Today we will be talking about outpatient joint replacement. We recently sat down with Brian Perkinson, M.D. to discuss outpatient joint replacement at our ambulatory surgery center.
Dr. Perkinson: It is an exciting milestone for us at Bone and Joint Institute, which we have been working towards for a long time. I performed my first outpatient total joint replacement in 2015 and we have been slowly developing that program with our partners at Williamson Medical Centersince that time. People always ask, “How do you do outpatient joint replacement?” Well, it’s not exactly one singular thing – if you do this, everyone goes home. It’s an array of hundreds of little things that we do in your care, some that you might not even notice, that allows a patient to be able to go home the same day as having a hip or knee replacement. Our 40,000 square foot facility, a state-of-the-art ambulatory surgery center housed in our building, was developed with our partners at Williamson Medical Center. It has wonderful facilities, wonderful technology, beautiful operating rooms, beautiful pre-op and post-op nursing areas, and we have now transitioned our outpatient program to our downstairs facility. It is the same building where you come in and meet your surgeon, set up your surgery, and now you can come to that same building to have your surgery. You can come into the surgery center in the morning and go home the same day, just a couple of hours after surgery.
Dr. Perkinson: Many ASCs are designed to be very cost-efficient, but they don’t always offer the same technology that a large hospital could offer. At the Bone and Joint Institute, we’ve spared no expense. Our doctors wanted to provide the highest level of care utilizing the best, most innovative technology. We use MAKOSmart Robotics for robotics-assisted surgery, the same robotic platform offered at Williamson Medical Center. We have navigation-assisted surgery which we use for our shoulder replacements, as well as anterior hip replacements with our specialized Hana table. All of the technology that we have in our hospital, we have in our ASC.
Dr. Perkinson: My practice is primarily hip and knee replacement, but our surgeons at Bone and Joint Institute are doing outpatient joint replacements on virtually every joint in the body. We now have our spine surgeons doing one-level fusions of the neck. Our shoulder surgeons are doing total shoulder replacements. In addition, we have replacements on the wrist, hip, knee and ankle, and they can all be done in the outpatient setting on the right patient.
Dr. Perkinson: There are pages and pages of medical criteria to determine who belongs in what setting. To get it down to the basics, you need to be a healthy patient. You need to be a motivated patient and you need to have home support. If you have those three things, you, in general, are a good candidate for an outpatient joint replacement.
Dr. Perkinson: Decades ago, a joint replacement patient might spend three to five nights in the hospital, two to three weeks in a skilled nursing facility or long-term care, and receive a lot of narcotic pain medicine. It’s completely different now. We do multi-modality pain approaches and we try our best to avoid narcotics. Our anesthesia partners, Dr. Katherine Dobie and Dr.
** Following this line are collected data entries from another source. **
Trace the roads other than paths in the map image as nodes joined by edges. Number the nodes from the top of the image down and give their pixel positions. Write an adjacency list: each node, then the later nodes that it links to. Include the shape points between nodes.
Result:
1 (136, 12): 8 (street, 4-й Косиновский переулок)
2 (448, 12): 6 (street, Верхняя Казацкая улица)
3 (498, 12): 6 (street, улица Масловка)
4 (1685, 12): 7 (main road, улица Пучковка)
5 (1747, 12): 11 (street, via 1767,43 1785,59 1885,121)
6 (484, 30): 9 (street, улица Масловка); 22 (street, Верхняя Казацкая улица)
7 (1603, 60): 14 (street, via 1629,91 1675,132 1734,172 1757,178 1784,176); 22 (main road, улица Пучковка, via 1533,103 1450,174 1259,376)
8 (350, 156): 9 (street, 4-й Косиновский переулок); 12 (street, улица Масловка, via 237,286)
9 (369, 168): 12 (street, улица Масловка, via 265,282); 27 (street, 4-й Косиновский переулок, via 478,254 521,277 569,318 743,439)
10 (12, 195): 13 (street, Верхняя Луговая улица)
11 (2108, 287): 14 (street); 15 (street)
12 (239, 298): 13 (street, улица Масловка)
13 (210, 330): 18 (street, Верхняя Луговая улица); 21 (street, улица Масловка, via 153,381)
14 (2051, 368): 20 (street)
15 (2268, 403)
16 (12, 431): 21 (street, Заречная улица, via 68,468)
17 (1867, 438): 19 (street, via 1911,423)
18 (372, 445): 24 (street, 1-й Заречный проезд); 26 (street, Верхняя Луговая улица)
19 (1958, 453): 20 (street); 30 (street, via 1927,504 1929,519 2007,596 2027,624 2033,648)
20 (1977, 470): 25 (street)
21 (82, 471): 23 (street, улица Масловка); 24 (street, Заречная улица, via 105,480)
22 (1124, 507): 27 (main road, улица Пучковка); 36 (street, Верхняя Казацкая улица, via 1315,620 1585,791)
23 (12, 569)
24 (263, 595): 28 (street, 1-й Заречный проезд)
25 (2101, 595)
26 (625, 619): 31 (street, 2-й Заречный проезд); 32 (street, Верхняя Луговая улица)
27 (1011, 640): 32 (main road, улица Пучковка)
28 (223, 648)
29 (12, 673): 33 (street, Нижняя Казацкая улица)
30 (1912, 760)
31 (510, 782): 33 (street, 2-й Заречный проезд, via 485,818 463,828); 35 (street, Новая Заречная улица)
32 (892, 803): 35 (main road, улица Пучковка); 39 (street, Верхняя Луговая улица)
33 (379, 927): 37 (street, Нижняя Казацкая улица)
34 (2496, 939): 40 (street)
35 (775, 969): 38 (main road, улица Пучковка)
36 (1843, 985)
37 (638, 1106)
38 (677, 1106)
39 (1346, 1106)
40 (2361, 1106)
Stephen Harvey, who work with us at our ASC, do an amazing job at what we call peripheral nerve anesthesia – nerve blocks and spinal anesthesia that block the pain pathways without the use of traditional anesthesia. This is extremely important in the recovery process, and our patients are able to wake up right away and feel normal. People go to sleep and then they wake up, they look around and say, “This is the room I left and this is the room I am back in. What just happened?” Then we come in and say, “You just had your hip replacement. We are going to get up and start walking.” They are really impressed. You can’t really compare the way that used to be done to that experience and patients just love it.